::: Data for review :::
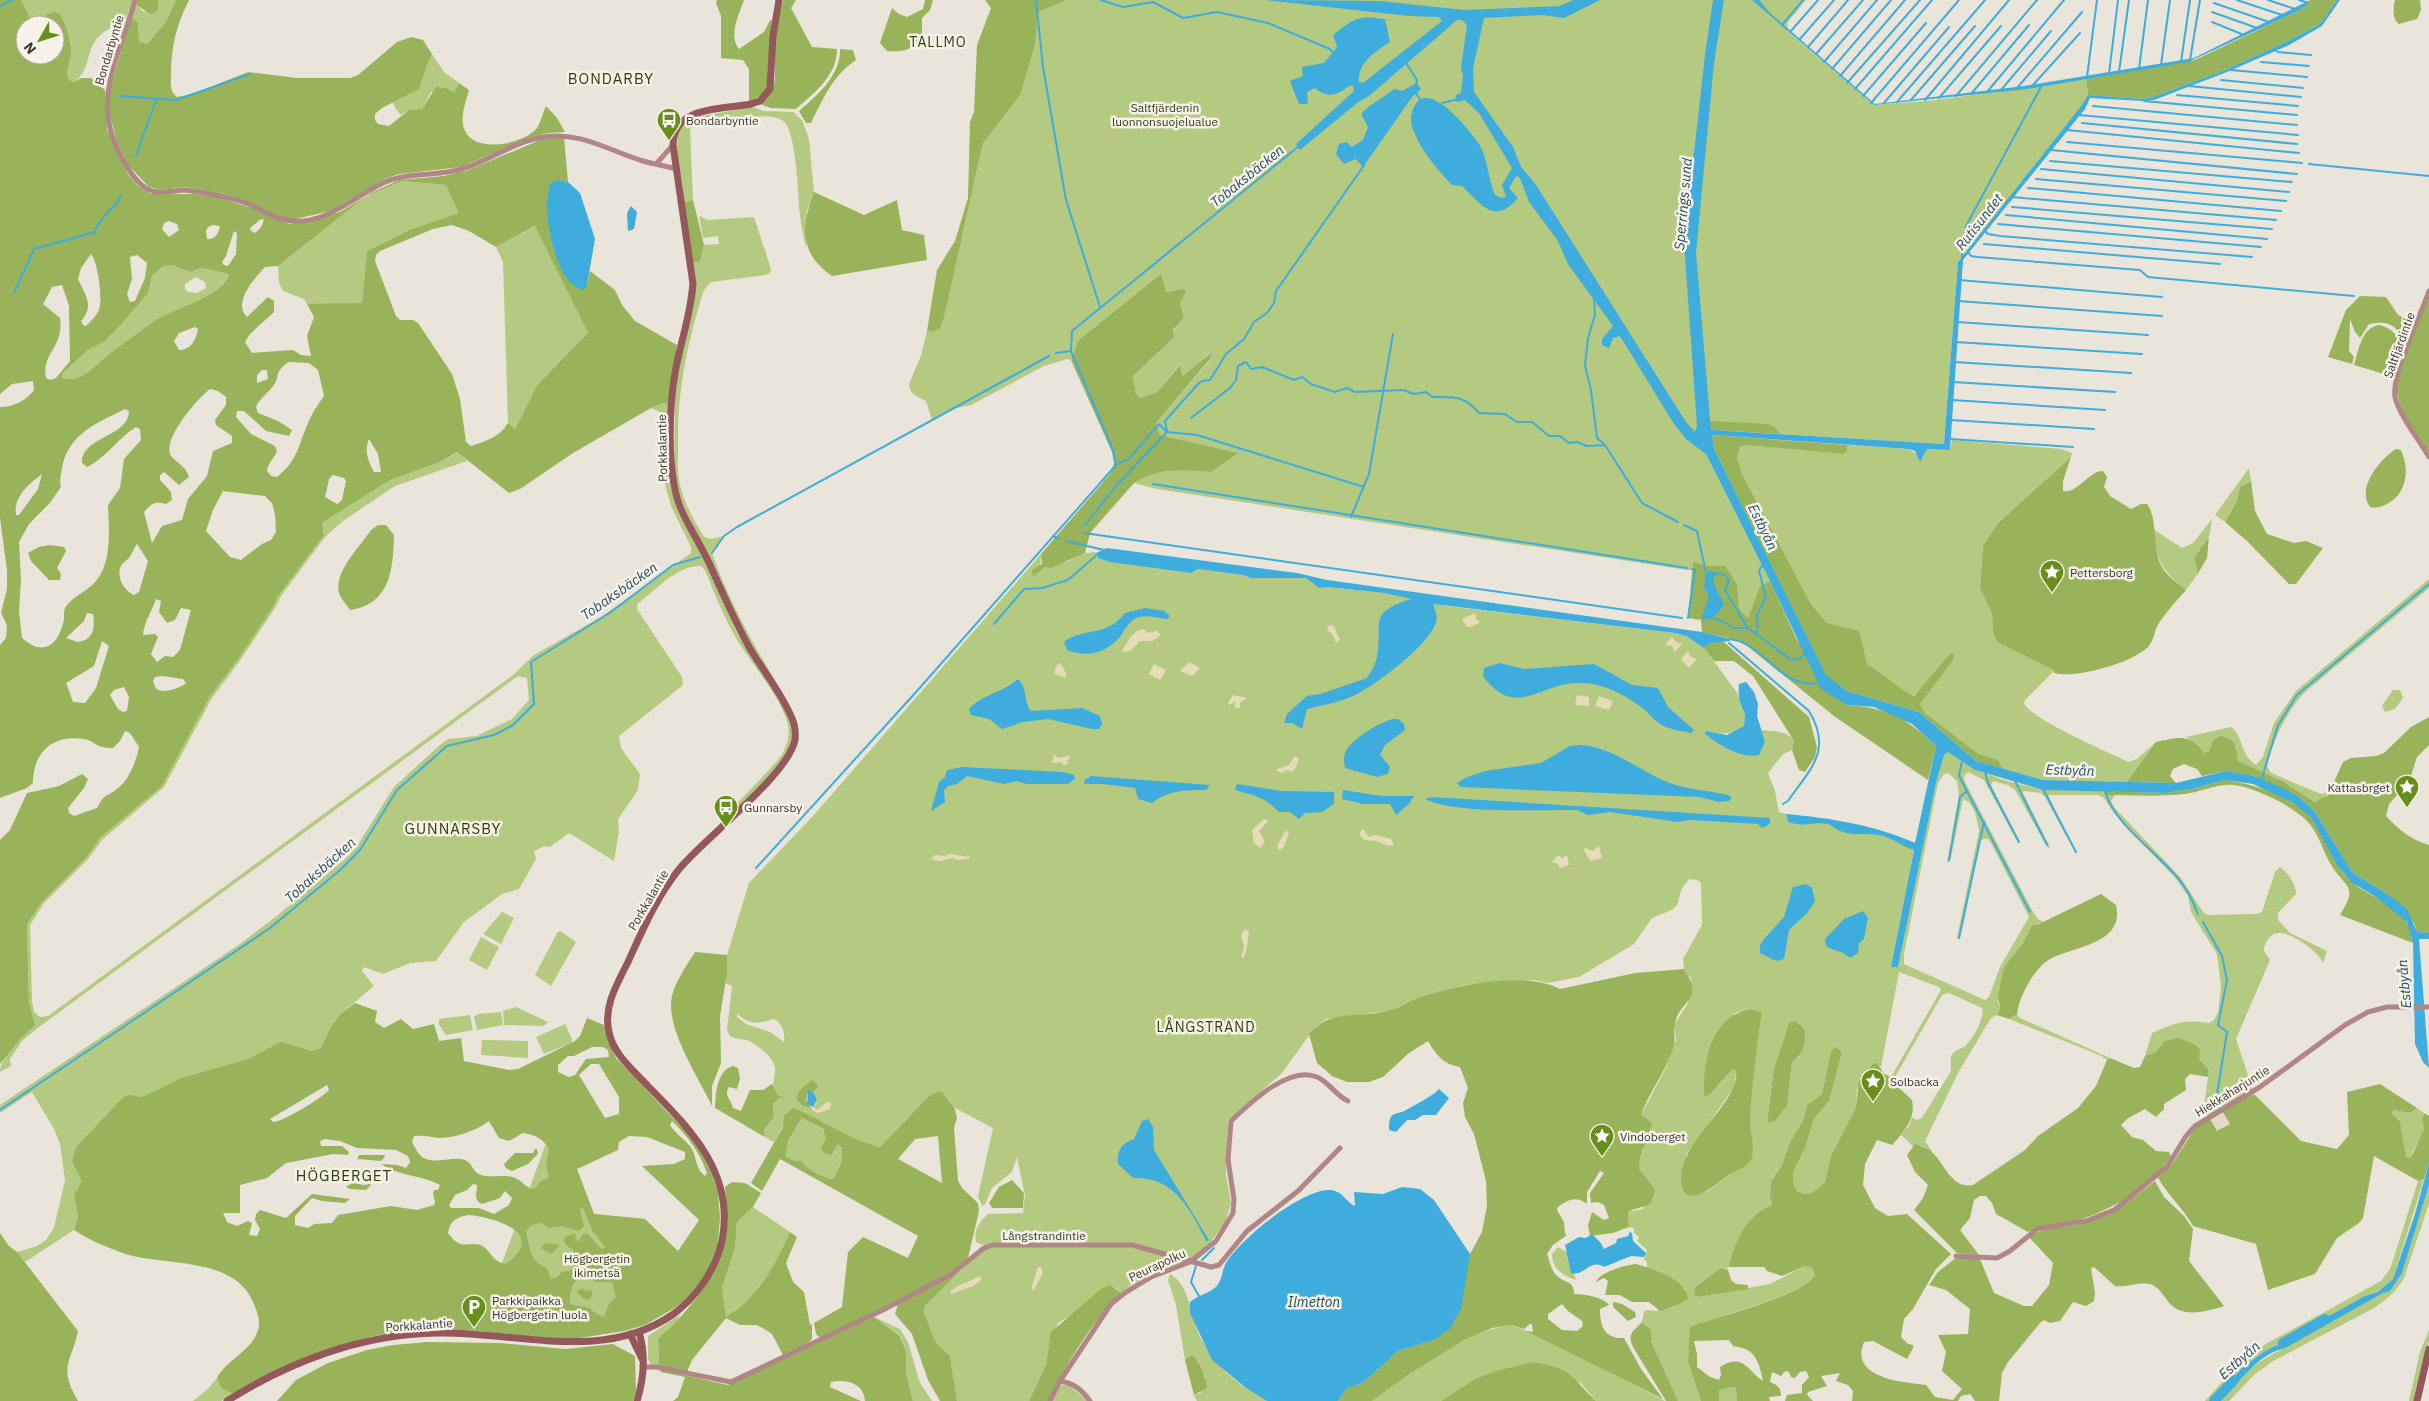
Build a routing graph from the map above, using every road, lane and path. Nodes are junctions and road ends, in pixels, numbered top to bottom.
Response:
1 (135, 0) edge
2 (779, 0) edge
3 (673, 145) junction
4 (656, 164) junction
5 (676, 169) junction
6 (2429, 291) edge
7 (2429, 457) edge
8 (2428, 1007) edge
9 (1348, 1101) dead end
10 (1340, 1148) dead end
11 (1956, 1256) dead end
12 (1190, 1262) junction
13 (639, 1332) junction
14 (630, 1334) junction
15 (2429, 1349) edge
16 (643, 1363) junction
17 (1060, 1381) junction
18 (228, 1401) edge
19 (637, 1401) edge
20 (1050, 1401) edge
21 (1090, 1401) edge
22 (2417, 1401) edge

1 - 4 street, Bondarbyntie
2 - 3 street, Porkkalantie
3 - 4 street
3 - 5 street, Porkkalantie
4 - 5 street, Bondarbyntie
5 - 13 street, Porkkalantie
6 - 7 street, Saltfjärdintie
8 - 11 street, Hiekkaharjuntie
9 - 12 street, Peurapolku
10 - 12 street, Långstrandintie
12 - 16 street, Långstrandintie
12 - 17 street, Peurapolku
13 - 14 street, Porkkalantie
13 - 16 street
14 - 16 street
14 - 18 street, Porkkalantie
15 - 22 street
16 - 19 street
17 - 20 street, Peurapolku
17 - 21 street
:::
* Exercise
Please print the entries shown above again, exactly, and skip the pictures.

* Exercise answer
Build a routing graph from the map above, using every road, lane and path. Nodes are junctions and road ends, in pixels, numbered top to bottom.
Response:
1 (135, 0) edge
2 (779, 0) edge
3 (673, 145) junction
4 (656, 164) junction
5 (676, 169) junction
6 (2429, 291) edge
7 (2429, 457) edge
8 (2428, 1007) edge
9 (1348, 1101) dead end
10 (1340, 1148) dead end
11 (1956, 1256) dead end
12 (1190, 1262) junction
13 (639, 1332) junction
14 (630, 1334) junction
15 (2429, 1349) edge
16 (643, 1363) junction
17 (1060, 1381) junction
18 (228, 1401) edge
19 (637, 1401) edge
20 (1050, 1401) edge
21 (1090, 1401) edge
22 (2417, 1401) edge

1 - 4 street, Bondarbyntie
2 - 3 street, Porkkalantie
3 - 4 street
3 - 5 street, Porkkalantie
4 - 5 street, Bondarbyntie
5 - 13 street, Porkkalantie
6 - 7 street, Saltfjärdintie
8 - 11 street, Hiekkaharjuntie
9 - 12 street, Peurapolku
10 - 12 street, Långstrandintie
12 - 16 street, Långstrandintie
12 - 17 street, Peurapolku
13 - 14 street, Porkkalantie
13 - 16 street
14 - 16 street
14 - 18 street, Porkkalantie
15 - 22 street
16 - 19 street
17 - 20 street, Peurapolku
17 - 21 street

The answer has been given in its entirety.